Dans la pièce, chaque personnage est traversé par plusieurs figures. Cela tient à la structure même du roman, qui tisse ensemble dialogues de théâtre, contes philosophiques et récits bibliques. Nous avons voulu faire émerger ces figures, à travers un travail sur les costumes et les gestes des quatre personnages, toujours à partir d’inspirations picturales. Nous présentons ici l’itinéraire de Nastassia Filippovna, tour à tour figure de la prostituée, de Marie-Madeleine, et du Christ.

La Prostituée / L'Olympia

Que ce soit dans le roman ou dans l’adaptation, c’est sous les traits de la prostituée que l’on découvre Nastassia Filippovna.

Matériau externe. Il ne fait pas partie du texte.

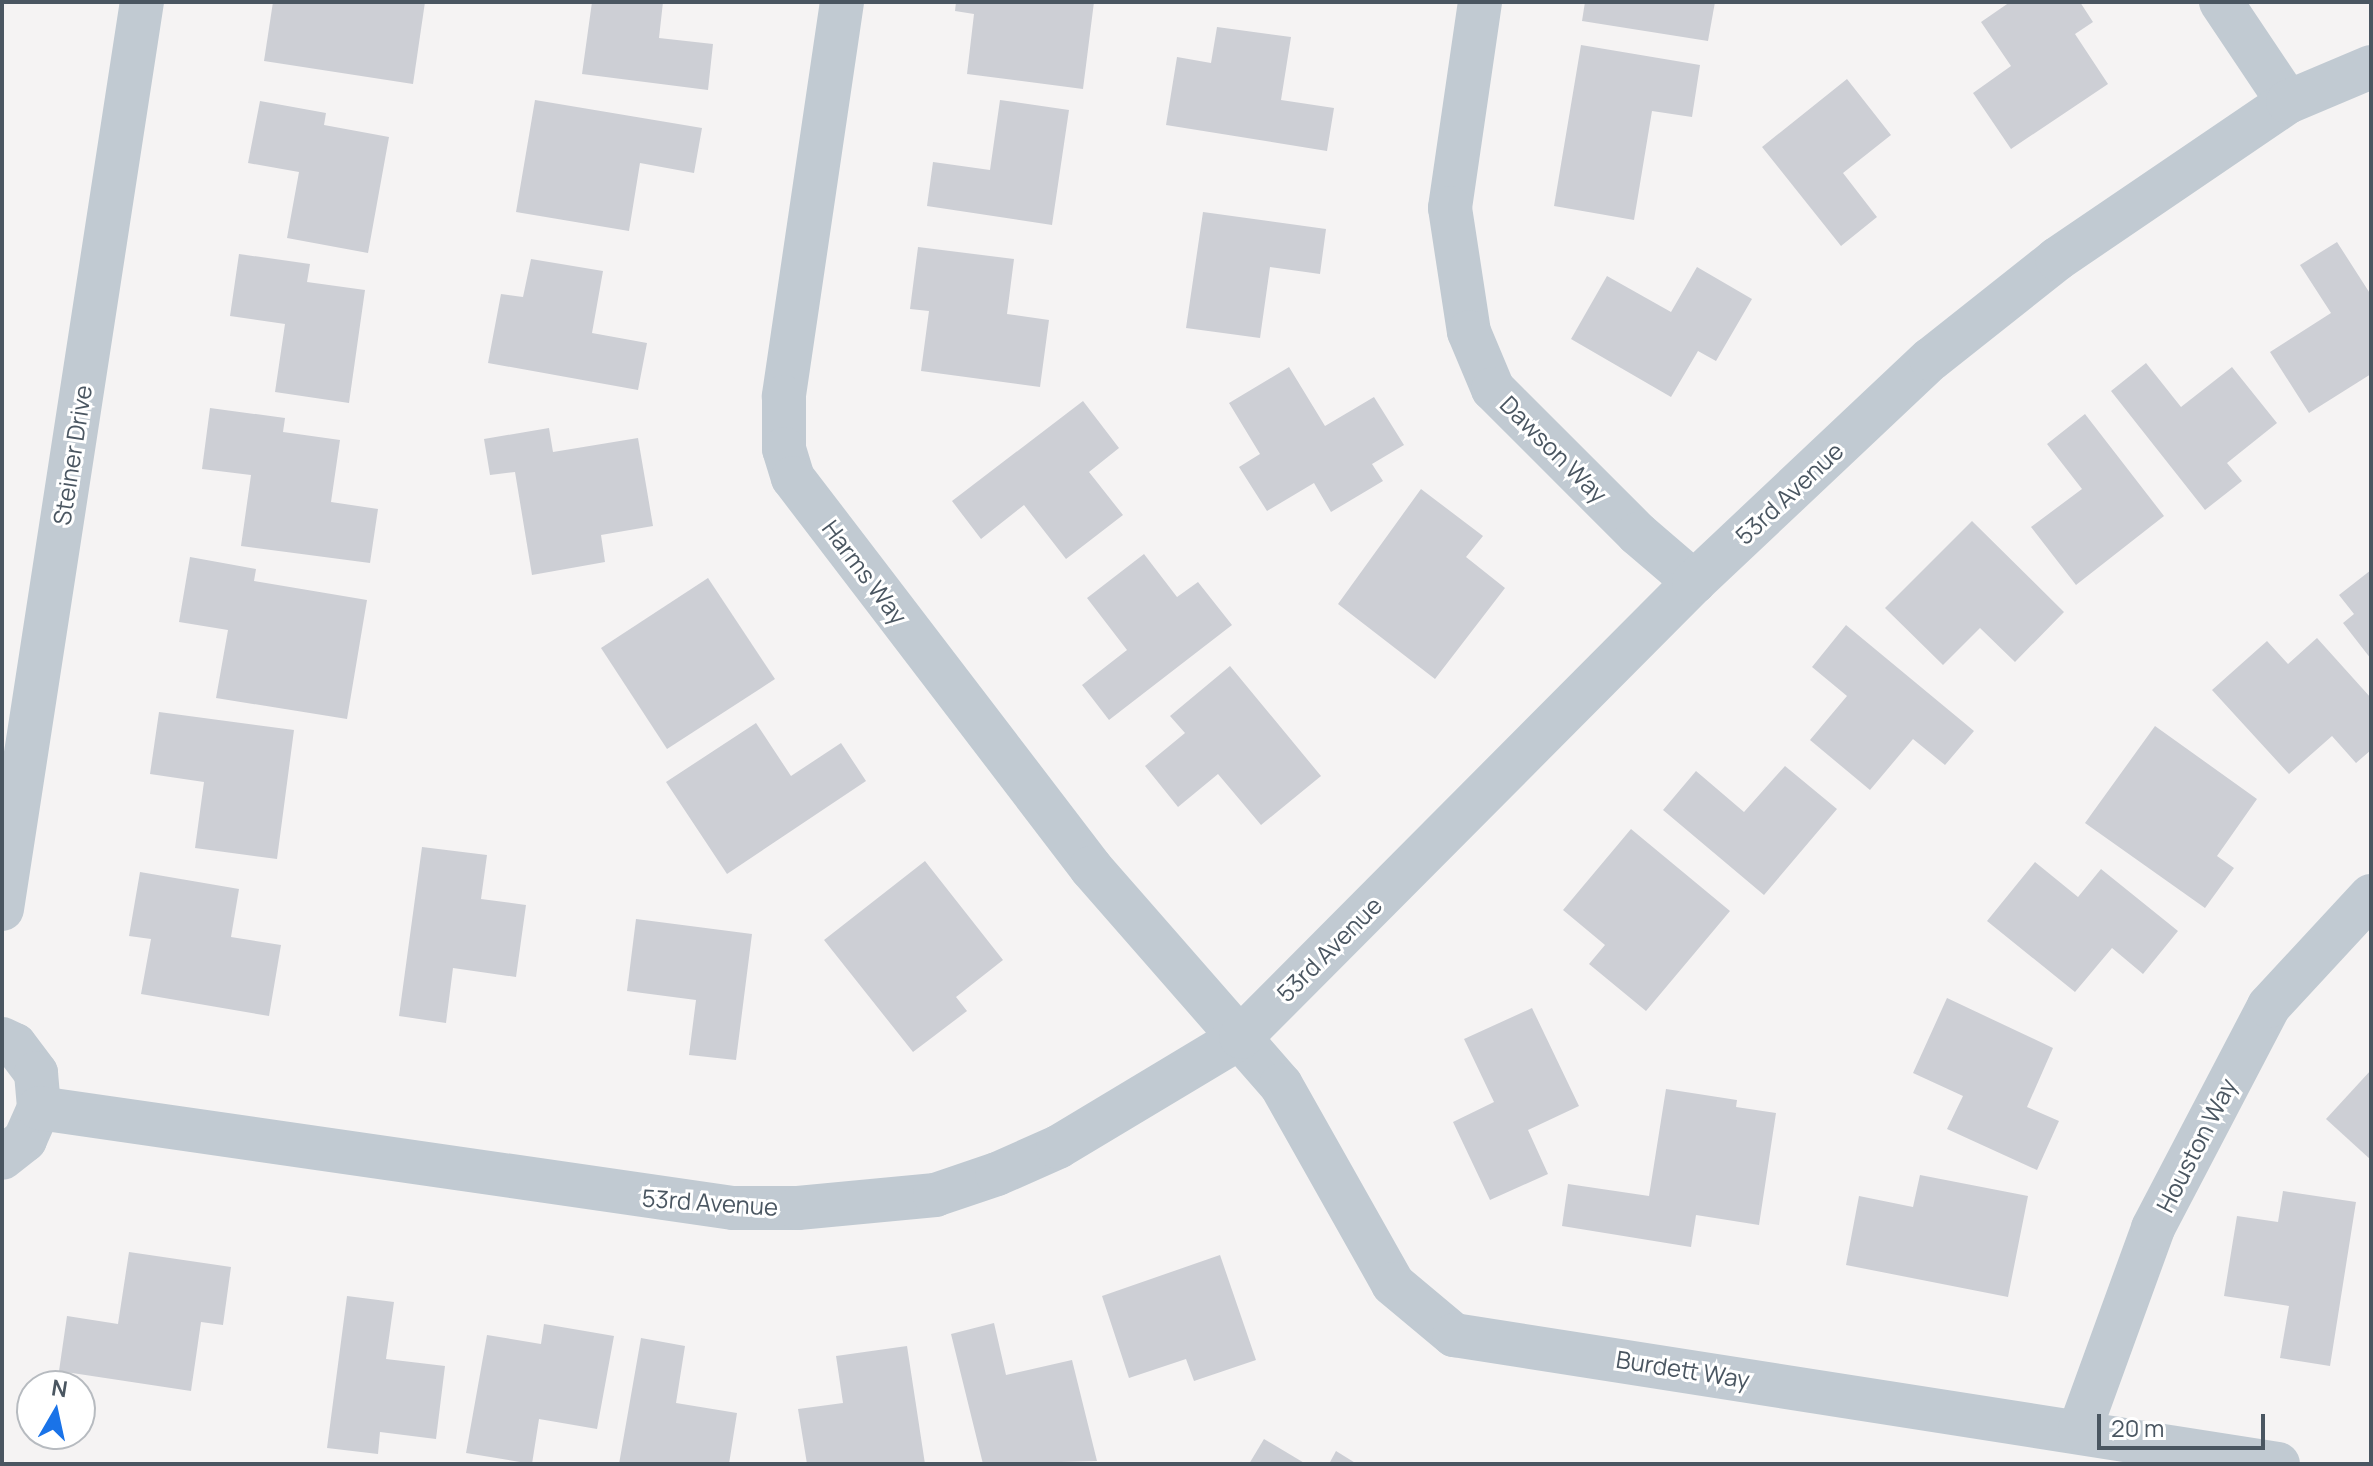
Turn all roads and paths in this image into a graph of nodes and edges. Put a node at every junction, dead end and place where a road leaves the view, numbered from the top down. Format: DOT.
graph roads {
  1 [pos="142,2"];
  2 [pos="842,2"];
  3 [pos="1480,2"];
  4 [pos="2221,2"];
  5 [pos="2371,67"];
  6 [pos="2288,102"];
  7 [pos="1694,582"];
  8 [pos="2371,896"];
  9 [pos="2,909"];
  10 [pos="1241,1037"];
  11 [pos="2,1039"];
  12 [pos="39,1108"];
  13 [pos="2,1158"];
  14 [pos="2080,1429"];
  15 [pos="2278,1464"];
  1 -- 9 [label="street, Steiner Drive"];
  2 -- 10 [label="street, Harms Way"];
  3 -- 7 [label="street, Dawson Way"];
  4 -- 6 [label="street"];
  5 -- 6 [label="street, 53rd Avenue"];
  6 -- 7 [label="street, 53rd Avenue"];
  7 -- 10 [label="street, 53rd Avenue"];
  8 -- 14 [label="street, Houston Way"];
  10 -- 12 [label="street, 53rd Avenue"];
  10 -- 14 [label="street, Burdett Way"];
  11 -- 12 [label="street"];
  12 -- 13 [label="street"];
  14 -- 15 [label="street, Burdett Way"];
}
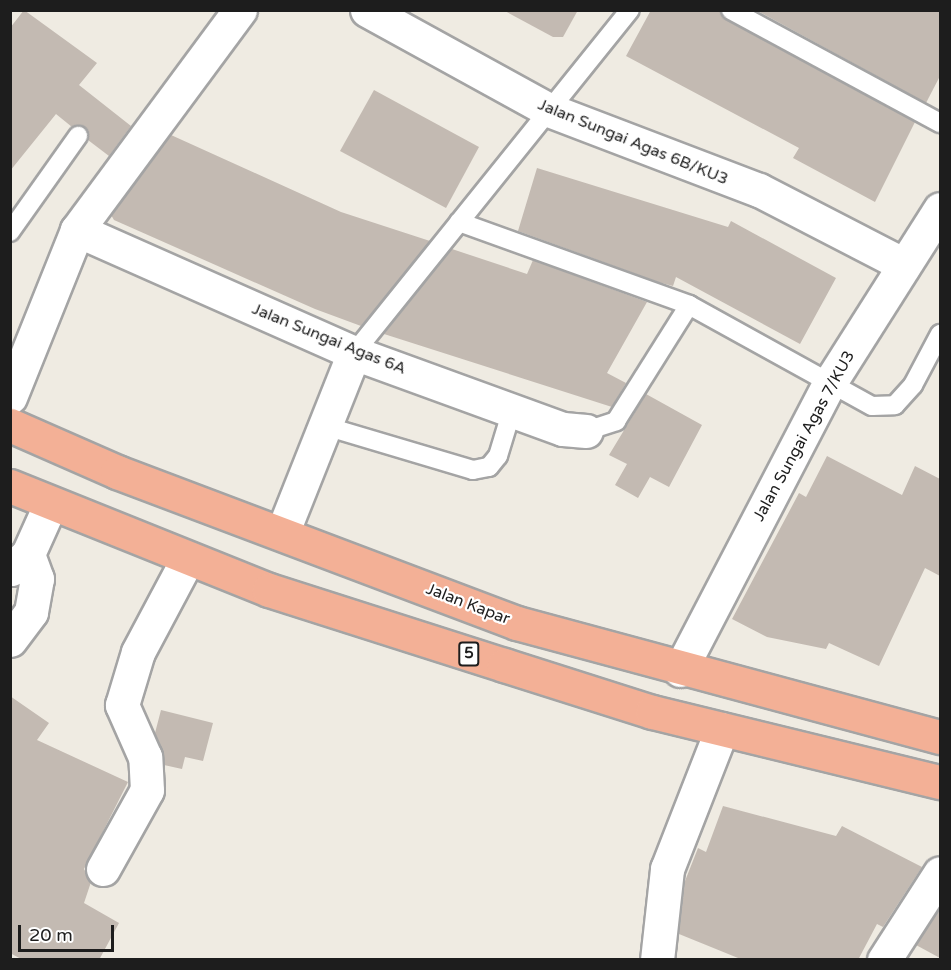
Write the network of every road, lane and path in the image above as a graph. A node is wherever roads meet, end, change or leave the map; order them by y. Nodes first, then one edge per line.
1 (240, 10) edge
2 (367, 10) edge
3 (630, 10) edge
4 (731, 10) edge
5 (549, 110) junction
6 (940, 123) edge
7 (78, 136) dead end
8 (940, 209) edge
9 (459, 222) junction
10 (77, 230) junction
11 (10, 232) edge
12 (904, 265) junction
13 (689, 305) junction
14 (940, 334) edge
15 (354, 353) junction
16 (829, 384) junction
17 (10, 397) edge
18 (512, 410) junction
19 (10, 425) edge
20 (325, 426) junction
21 (586, 431) joint
22 (10, 486) edge
23 (50, 504) junction
24 (283, 531) junction
25 (187, 560) junction
26 (19, 562) edge
27 (10, 640) edge
28 (680, 670) junction
29 (722, 729) junction
30 (938, 731) edge
31 (940, 782) edge
32 (104, 868) dead end
33 (940, 873) edge
34 (657, 960) edge
35 (884, 960) edge

1 - 10 street
2 - 5 street, Jalan Sungai Agas 6B/KU3
3 - 5 lane
4 - 6 lane
5 - 9 lane
5 - 12 street, Jalan Sungai Agas 6B/KU3
7 - 11 lane
8 - 12 street, Jalan Sungai Agas 7/KU3
9 - 13 lane
9 - 15 lane
10 - 15 street, Jalan Sungai Agas 6A
10 - 17 street
12 - 16 street, Jalan Sungai Agas 7/KU3
13 - 16 lane
13 - 21 lane
14 - 16 lane
15 - 18 street, Jalan Sungai Agas 6A
15 - 20 street
16 - 28 street, Jalan Sungai Agas 7/KU3
18 - 20 lane
18 - 21 street, Jalan Sungai Agas 6A
19 - 24 highway, Jalan Kapar
20 - 24 street
22 - 23 highway, 5
23 - 25 highway, 5
23 - 26 street
24 - 28 highway, Jalan Kapar
25 - 29 highway, 5
25 - 32 street
26 - 27 street
28 - 30 highway, Jalan Kapar
29 - 31 highway, 5
29 - 34 street
33 - 35 street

Rogojine raconte au Prince sa première rencontre avec Nastassia Filippovna, et l’on apprend que c’est une jeune femme entretenue, qui vit avec un riche bourgeois du nom de Totsky, qui cherche à présent à s’en débarrasser, parce qu’il veut faire un mariage honorable. 

Nastassia, dans le roman comme dans la pièce, apparaît d’abord comme une femme hautaine, provocatrice, intouchable ; nous avons donc décidé de la présenter au public d’abord sous les traits de L’Olympia, personnage chez qui on retrouve une alliance semblable entre vulnérabilité et provocation.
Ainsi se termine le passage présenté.